A lack of sunshine is one of the root causes of SAD; therefore, getting more light can help alleviate symptoms. Light therapy boxes or lamps are effective options, and even painting your walls a lighter color can work wonders.
The colder months tend to make us want to hunker down and isolate from our loved ones. Nonetheless, connecting with others regularly is important for our mental health.
Exercising in the winter can be hard, as the cold weather can drain motivation and create real restrictions, but maintaining a workout schedule will keep your spirits high and your time occupied.
If you are experiencing carb cravings in winter, this may be due to lower levels of the “feel-good” chemicals in your brain, like serotonin. Vitamin D deficiency may also be a risk factor for depressive symptoms. The National Center for Complementary and Integrative Health (NCCIH) states that low levels of vitamin D — caused by low dietary intake of this vitamin or not enough sunlight exposure — are common in people with SAD.

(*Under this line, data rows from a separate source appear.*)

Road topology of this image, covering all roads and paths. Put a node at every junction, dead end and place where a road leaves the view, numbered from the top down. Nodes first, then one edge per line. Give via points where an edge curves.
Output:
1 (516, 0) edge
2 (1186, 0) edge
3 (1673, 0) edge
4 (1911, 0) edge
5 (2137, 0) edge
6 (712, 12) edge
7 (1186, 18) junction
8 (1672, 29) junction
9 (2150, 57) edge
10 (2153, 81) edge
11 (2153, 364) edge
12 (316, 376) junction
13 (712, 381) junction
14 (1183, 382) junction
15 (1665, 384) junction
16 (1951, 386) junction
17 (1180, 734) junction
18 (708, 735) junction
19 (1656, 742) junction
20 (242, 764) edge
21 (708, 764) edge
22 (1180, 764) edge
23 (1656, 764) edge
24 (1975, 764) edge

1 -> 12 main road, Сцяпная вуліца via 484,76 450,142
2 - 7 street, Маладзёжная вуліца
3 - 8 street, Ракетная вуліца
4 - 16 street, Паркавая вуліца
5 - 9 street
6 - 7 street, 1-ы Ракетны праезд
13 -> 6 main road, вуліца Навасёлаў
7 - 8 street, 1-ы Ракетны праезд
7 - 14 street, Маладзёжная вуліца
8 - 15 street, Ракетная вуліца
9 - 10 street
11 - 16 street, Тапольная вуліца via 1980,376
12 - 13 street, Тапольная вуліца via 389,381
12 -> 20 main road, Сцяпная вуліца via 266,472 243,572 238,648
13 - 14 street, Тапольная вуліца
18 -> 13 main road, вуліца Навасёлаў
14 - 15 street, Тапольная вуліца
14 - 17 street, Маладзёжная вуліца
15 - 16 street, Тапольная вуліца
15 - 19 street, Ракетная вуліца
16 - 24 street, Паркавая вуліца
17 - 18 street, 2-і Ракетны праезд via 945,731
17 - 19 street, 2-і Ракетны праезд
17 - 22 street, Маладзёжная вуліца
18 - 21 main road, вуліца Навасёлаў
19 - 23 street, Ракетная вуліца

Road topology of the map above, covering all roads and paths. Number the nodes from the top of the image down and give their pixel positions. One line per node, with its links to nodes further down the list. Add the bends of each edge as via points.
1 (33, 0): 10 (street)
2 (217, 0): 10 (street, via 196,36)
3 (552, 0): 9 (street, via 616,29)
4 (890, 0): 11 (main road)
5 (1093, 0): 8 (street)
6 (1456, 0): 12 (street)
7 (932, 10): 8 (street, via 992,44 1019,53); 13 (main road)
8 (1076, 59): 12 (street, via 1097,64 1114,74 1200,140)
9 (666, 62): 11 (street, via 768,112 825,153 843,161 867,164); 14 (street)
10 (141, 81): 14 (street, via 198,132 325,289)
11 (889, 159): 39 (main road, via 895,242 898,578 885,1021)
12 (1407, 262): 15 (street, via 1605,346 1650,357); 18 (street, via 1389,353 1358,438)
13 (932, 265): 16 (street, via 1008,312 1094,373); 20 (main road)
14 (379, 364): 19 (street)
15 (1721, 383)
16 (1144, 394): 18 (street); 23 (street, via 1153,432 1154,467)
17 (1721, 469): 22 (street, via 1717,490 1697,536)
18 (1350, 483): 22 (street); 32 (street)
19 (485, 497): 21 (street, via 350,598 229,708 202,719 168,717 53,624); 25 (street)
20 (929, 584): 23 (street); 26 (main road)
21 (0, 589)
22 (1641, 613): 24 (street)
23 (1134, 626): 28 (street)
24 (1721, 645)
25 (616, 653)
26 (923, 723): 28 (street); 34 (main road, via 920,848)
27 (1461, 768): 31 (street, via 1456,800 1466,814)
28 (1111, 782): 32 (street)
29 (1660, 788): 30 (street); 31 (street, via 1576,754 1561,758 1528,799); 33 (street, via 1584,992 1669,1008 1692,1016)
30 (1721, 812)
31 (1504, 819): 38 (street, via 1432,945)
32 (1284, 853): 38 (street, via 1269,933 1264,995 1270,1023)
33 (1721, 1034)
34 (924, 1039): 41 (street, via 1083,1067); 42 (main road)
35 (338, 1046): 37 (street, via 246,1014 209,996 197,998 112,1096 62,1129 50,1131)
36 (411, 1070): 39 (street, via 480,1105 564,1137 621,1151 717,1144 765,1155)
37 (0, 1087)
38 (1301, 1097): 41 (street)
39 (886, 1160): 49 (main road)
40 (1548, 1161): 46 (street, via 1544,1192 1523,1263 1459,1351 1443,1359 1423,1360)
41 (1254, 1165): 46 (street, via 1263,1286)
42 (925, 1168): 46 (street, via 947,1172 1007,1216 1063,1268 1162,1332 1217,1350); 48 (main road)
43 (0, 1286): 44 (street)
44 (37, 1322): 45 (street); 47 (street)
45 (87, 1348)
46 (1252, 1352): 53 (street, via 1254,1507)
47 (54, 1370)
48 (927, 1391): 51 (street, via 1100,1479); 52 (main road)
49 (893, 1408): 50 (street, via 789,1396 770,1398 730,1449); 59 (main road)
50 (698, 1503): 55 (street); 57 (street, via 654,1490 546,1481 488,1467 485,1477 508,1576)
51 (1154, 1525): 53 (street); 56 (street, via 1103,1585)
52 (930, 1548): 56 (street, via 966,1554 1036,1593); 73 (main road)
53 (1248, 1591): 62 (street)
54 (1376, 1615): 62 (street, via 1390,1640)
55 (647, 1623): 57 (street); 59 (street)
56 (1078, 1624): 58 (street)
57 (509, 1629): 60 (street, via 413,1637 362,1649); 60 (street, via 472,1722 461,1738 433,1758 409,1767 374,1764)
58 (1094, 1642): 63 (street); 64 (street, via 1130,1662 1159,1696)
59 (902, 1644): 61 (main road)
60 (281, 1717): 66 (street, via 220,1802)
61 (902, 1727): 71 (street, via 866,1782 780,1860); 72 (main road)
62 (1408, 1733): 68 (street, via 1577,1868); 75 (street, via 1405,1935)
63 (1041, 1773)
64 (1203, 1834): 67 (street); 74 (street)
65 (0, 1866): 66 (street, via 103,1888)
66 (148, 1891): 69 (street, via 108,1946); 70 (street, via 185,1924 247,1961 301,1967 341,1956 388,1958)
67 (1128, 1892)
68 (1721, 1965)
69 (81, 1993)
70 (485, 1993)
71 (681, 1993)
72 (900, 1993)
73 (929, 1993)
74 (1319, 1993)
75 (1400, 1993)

Experts don’t know for sure whether taking Vitamin D supplements can relieve symptoms of SAD, but ensuring you get enough sunlight during the day and incorporating Vitamin D rich foods into your diet may help.
Observe your experiences with a sense of curiosity and non-judgement, rather than ruminating on them. Instead of focusing on the negative aspects of winter, try to embrace the season and find things you like about it by creating a daily gratitude list. Or write positive affirmations on sticky notes where you will see them everyday. You can also try writing reminders to be mindful with a dry erase marker on your mirror.
If you are taking medication(s) or considering medication options to manage symptoms of SAD, talk to your prescriber or a licensed medical professional for guidance. When taking medication, ensure you are always taking it as prescribed and avoid missing doses.